*Collected data entries:*
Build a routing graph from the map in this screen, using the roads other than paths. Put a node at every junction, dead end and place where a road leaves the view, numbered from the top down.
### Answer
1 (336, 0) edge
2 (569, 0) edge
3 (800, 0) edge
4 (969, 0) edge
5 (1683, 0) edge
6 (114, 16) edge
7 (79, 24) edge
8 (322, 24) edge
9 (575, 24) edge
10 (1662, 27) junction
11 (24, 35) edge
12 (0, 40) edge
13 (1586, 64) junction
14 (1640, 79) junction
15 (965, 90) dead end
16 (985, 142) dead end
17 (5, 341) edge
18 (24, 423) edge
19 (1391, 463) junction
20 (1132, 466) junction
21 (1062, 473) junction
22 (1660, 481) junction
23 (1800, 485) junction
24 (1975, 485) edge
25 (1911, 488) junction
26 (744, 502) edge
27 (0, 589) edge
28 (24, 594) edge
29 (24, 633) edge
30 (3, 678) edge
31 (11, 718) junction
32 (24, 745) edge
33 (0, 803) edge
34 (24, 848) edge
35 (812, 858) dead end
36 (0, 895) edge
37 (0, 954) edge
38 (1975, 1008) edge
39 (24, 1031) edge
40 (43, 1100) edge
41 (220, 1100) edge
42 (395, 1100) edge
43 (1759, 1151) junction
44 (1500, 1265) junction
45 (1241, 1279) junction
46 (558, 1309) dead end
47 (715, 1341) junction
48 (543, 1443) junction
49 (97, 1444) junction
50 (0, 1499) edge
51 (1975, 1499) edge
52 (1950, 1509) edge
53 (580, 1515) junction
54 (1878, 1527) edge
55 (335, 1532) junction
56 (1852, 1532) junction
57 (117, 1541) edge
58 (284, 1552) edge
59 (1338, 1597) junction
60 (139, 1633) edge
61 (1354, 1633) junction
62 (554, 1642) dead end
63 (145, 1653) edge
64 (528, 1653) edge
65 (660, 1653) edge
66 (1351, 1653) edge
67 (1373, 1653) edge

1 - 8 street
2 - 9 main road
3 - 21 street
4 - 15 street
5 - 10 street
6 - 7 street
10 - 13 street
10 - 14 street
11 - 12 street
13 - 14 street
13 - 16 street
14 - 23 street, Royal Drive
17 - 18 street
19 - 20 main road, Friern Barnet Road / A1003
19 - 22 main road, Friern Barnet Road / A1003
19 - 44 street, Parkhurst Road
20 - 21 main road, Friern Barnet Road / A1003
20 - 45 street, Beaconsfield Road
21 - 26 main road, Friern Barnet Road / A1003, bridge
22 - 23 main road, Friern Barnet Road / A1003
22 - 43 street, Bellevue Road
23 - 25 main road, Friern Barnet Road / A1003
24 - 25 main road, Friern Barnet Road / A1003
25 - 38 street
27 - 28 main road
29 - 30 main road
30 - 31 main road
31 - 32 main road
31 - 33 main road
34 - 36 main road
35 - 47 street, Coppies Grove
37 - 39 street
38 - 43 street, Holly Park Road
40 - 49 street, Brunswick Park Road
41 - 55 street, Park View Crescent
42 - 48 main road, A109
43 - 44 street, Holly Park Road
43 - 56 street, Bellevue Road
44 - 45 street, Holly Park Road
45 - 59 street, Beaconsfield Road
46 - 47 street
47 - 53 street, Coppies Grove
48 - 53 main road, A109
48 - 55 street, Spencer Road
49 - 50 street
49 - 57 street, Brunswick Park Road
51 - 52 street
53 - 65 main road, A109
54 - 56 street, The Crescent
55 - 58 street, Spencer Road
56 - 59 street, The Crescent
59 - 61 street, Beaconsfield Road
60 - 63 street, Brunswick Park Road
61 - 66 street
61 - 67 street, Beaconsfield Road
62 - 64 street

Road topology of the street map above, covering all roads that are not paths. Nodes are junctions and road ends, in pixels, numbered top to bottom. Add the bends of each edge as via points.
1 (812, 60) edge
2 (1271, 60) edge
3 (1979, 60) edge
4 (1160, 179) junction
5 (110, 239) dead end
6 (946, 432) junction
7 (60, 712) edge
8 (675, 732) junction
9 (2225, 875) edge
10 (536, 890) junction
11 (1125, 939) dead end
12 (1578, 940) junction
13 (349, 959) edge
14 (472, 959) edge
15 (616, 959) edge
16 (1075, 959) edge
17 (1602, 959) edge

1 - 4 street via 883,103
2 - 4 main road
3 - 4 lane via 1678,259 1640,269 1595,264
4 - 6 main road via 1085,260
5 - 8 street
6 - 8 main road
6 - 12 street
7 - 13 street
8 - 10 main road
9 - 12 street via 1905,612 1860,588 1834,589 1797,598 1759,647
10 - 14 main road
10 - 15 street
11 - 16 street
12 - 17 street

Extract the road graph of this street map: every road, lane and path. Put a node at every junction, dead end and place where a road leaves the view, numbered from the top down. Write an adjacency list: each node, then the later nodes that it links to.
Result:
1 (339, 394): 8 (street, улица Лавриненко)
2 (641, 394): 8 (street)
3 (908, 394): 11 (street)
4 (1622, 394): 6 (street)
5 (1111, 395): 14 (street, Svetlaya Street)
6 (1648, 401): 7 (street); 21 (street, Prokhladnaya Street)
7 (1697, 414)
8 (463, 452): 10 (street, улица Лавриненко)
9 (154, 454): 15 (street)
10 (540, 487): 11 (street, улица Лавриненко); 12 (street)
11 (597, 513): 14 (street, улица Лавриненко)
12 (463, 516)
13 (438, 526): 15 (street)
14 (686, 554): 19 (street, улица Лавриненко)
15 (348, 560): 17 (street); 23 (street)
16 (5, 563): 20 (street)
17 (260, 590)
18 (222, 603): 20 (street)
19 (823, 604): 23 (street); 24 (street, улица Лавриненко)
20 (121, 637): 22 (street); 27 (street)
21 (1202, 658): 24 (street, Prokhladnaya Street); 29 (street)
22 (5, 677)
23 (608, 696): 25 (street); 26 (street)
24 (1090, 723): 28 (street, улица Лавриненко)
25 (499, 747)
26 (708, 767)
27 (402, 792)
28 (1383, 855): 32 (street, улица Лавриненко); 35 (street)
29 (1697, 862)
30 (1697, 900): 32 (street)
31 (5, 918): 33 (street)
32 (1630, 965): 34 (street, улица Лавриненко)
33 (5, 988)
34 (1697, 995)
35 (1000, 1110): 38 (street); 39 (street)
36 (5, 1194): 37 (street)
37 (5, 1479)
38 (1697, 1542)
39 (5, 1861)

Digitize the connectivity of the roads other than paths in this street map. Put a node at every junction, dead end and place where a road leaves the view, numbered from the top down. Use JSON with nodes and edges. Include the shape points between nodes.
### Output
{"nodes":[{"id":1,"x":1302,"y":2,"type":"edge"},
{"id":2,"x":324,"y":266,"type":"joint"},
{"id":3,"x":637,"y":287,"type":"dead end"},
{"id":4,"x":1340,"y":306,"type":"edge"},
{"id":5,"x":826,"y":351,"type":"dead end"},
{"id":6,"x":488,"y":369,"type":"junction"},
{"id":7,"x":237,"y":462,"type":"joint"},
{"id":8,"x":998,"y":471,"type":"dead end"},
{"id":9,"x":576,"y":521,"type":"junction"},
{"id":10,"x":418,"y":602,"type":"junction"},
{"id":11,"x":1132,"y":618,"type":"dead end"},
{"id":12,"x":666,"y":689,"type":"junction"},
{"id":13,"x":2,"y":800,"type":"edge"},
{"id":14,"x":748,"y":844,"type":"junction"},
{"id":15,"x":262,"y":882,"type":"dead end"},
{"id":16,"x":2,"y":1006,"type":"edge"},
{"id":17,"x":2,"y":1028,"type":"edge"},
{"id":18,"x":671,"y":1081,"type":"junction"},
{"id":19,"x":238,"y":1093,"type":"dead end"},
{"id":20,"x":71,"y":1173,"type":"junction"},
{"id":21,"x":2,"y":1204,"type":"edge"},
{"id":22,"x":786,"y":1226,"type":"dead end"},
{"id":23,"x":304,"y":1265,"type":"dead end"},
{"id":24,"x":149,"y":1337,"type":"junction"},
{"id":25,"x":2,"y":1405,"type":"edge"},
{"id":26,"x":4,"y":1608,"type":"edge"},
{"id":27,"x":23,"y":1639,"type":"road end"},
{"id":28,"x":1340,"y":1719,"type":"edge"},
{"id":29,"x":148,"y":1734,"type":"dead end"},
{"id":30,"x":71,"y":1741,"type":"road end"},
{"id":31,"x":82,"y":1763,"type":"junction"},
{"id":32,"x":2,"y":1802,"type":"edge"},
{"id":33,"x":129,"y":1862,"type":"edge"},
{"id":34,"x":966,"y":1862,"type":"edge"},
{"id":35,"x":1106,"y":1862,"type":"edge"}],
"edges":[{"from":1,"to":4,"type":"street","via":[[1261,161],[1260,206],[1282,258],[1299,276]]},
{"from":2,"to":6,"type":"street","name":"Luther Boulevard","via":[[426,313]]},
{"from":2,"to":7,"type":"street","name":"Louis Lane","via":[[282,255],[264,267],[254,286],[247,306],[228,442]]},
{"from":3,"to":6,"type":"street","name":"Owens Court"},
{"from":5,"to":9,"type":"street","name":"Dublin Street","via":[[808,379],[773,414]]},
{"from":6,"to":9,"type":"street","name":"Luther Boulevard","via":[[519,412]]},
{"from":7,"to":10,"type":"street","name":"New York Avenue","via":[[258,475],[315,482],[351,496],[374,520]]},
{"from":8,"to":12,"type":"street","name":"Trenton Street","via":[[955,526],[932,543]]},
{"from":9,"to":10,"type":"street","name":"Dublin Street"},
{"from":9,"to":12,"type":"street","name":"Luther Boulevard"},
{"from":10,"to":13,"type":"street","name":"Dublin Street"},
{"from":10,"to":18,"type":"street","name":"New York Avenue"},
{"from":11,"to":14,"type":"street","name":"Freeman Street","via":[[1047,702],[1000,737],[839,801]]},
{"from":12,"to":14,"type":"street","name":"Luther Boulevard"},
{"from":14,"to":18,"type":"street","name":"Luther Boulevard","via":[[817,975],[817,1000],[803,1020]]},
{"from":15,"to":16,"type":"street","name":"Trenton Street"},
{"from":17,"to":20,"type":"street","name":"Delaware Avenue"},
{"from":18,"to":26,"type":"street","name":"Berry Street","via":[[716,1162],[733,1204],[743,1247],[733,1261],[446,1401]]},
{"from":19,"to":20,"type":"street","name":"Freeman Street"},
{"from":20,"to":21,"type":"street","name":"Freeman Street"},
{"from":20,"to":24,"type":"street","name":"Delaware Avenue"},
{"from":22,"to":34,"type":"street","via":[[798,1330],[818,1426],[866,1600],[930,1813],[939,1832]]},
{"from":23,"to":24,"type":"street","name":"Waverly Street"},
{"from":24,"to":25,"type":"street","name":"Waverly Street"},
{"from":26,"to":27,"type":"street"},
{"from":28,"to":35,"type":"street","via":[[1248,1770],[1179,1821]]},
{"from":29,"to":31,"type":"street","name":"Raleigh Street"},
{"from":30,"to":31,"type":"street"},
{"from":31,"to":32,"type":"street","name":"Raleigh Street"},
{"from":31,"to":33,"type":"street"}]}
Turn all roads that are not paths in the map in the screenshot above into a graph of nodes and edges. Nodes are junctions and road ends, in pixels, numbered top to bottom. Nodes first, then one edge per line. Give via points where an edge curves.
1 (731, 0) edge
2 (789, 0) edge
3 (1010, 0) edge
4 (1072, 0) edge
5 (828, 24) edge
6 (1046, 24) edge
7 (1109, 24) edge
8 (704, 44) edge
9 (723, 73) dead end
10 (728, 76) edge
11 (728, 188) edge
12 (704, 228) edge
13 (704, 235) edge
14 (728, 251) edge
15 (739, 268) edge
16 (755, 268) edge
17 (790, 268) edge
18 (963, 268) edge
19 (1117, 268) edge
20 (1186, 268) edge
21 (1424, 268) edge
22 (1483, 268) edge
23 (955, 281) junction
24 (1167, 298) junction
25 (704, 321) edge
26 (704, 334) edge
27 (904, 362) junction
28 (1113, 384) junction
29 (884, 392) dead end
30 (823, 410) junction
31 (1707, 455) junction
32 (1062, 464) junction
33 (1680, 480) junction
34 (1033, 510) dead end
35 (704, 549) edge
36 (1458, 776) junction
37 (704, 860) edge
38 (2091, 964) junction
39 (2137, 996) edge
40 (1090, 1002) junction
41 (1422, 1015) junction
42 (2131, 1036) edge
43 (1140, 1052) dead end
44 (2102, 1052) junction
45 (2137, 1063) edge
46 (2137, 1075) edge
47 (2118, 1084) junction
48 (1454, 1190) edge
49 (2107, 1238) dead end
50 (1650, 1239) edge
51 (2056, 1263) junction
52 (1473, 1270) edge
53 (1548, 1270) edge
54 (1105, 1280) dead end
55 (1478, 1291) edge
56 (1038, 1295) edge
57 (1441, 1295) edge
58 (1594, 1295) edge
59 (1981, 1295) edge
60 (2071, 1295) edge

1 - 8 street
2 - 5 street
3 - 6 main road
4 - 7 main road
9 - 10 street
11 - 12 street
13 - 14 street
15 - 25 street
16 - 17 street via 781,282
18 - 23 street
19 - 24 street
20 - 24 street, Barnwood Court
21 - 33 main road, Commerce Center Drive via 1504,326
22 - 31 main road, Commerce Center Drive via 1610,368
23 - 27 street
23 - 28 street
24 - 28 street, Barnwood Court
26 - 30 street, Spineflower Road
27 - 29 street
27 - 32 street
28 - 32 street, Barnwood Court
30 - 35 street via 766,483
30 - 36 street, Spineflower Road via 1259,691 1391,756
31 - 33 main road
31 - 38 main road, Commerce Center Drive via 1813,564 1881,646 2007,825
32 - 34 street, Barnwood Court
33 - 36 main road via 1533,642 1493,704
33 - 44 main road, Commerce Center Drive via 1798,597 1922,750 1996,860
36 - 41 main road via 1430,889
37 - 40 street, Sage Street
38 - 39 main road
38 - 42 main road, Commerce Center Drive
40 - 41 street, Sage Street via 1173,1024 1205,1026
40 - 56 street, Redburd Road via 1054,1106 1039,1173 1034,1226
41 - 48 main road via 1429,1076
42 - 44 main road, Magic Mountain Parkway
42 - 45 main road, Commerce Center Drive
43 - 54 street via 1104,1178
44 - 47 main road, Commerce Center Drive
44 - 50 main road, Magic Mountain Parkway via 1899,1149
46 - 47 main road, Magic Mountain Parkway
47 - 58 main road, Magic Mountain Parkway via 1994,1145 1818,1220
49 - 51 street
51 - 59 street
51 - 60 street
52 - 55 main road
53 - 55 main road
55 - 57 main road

*Problem details:* Copy out the lines of the records above in which the string "Waverly" appears.

*Reply to the task:*
{"from":23,"to":24,"type":"street","name":"Waverly Street"},
{"from":24,"to":25,"type":"street","name":"Waverly Street"},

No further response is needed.